EXERCISE DIRECTIONS: Please restate the entries verbatim. The copy should hold no pictures.

ENTRIES PROVIDED:
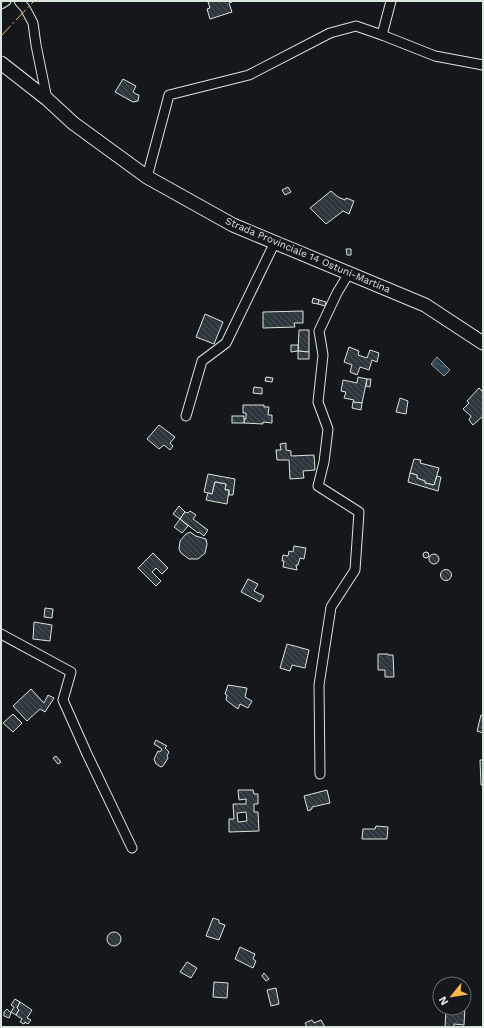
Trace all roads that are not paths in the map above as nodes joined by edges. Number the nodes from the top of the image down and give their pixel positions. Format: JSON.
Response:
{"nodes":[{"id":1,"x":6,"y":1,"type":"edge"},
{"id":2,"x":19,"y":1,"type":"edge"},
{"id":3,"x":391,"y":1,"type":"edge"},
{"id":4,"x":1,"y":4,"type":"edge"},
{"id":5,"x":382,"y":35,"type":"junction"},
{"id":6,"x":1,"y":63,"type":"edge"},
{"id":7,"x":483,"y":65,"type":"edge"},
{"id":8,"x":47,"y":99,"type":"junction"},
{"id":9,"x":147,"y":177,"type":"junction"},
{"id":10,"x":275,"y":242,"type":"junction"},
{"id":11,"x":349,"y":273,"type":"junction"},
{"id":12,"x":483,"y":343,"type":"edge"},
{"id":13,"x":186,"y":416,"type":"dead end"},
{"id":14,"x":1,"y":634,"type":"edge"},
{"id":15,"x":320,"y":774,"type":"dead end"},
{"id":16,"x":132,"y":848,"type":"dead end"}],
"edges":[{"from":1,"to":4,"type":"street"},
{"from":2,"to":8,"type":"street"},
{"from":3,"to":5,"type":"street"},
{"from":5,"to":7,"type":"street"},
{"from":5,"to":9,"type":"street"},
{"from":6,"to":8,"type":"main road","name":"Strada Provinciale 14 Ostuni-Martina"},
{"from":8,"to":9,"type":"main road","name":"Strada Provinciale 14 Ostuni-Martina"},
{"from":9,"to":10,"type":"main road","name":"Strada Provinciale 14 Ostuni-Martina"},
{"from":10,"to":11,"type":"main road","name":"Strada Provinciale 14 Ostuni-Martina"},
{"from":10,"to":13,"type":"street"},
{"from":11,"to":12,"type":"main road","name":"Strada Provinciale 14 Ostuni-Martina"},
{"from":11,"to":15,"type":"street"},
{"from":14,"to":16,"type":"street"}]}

WRITTEN ANSWER:
Trace all roads that are not paths in the map above as nodes joined by edges. Number the nodes from the top of the image down and give their pixel positions. Format: JSON.
Response:
{"nodes":[{"id":1,"x":6,"y":1,"type":"edge"},
{"id":2,"x":19,"y":1,"type":"edge"},
{"id":3,"x":391,"y":1,"type":"edge"},
{"id":4,"x":1,"y":4,"type":"edge"},
{"id":5,"x":382,"y":35,"type":"junction"},
{"id":6,"x":1,"y":63,"type":"edge"},
{"id":7,"x":483,"y":65,"type":"edge"},
{"id":8,"x":47,"y":99,"type":"junction"},
{"id":9,"x":147,"y":177,"type":"junction"},
{"id":10,"x":275,"y":242,"type":"junction"},
{"id":11,"x":349,"y":273,"type":"junction"},
{"id":12,"x":483,"y":343,"type":"edge"},
{"id":13,"x":186,"y":416,"type":"dead end"},
{"id":14,"x":1,"y":634,"type":"edge"},
{"id":15,"x":320,"y":774,"type":"dead end"},
{"id":16,"x":132,"y":848,"type":"dead end"}],
"edges":[{"from":1,"to":4,"type":"street"},
{"from":2,"to":8,"type":"street"},
{"from":3,"to":5,"type":"street"},
{"from":5,"to":7,"type":"street"},
{"from":5,"to":9,"type":"street"},
{"from":6,"to":8,"type":"main road","name":"Strada Provinciale 14 Ostuni-Martina"},
{"from":8,"to":9,"type":"main road","name":"Strada Provinciale 14 Ostuni-Martina"},
{"from":9,"to":10,"type":"main road","name":"Strada Provinciale 14 Ostuni-Martina"},
{"from":10,"to":11,"type":"main road","name":"Strada Provinciale 14 Ostuni-Martina"},
{"from":10,"to":13,"type":"street"},
{"from":11,"to":12,"type":"main road","name":"Strada Provinciale 14 Ostuni-Martina"},
{"from":11,"to":15,"type":"street"},
{"from":14,"to":16,"type":"street"}]}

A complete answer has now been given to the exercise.